1254716 - Build search dataset based on "main summary" dataset

Assignee

Description

•

9 years ago

Create a mapping from UT main ping fields (input) to a flat set of output fields and commit to a common repository such as mozilla-pipeline-schemas. Example mapping (not syntax, which will probably be a super set of JSON-Schema): $environment$partner$distributionId -> distributionId $payload$info$subsessionStartDate -> subsessionStartDate

Sam Penrose

Assignee

Comment 1

•

9 years ago

Attached file search_stream_heuristic.py — Details

Here is a proposal for how the search stream will be derived. Please comment. 1) The fields to be extracted from the ping are loaded from a config file that is expected to grow occasionally. 2) The output is a flat row structure, except for SEARCH_COUNTS. 3) SEARCH_COUNTS are minimally processed and packed into a JSON string. 4) I don't currently have a semantic validation step (access point is legit, search tallies are > 0, etc.) Step 3 is the tricky one.
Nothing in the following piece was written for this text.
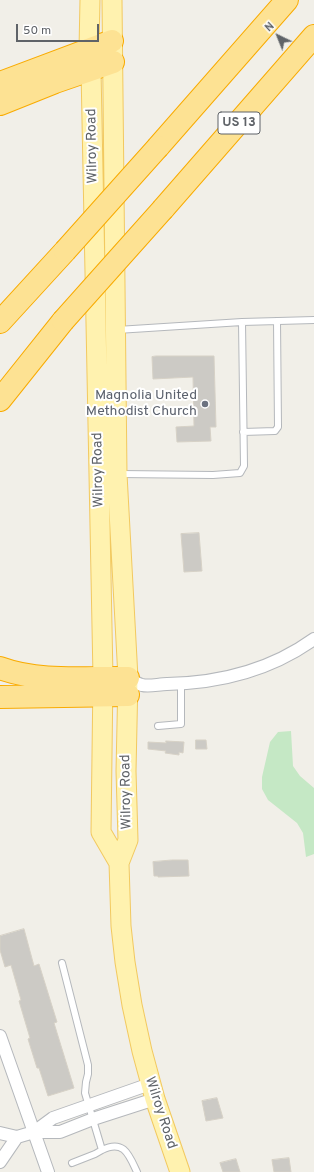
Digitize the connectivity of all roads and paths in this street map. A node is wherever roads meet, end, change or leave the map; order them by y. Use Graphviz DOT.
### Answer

SEARCH_COUNTS packs the values we care about into key names, and we don't know how many we're going to see. Other approaches I considered: i. Add keys searchEngine1, searchAccessPoint1, searchCount1, searchEngine2, ... up to some small number. I can check the distribution of cardinality for SEARCH_COUNTS. We could also include all of SEARCH_COUNTS as a JSON blob in a separate field. ii. Same, but collapse each engine-access-count 3-tuple into a string. iii. For each ping, emit a (ping-search-overview, (ping-search-count-1, ...)) nested tuple: in effect an SQL breakout table. As I write, I think I prefer option i. to what I coded in the attachment. LMK.

Attachment #8728657 - Flags: review?(mreid)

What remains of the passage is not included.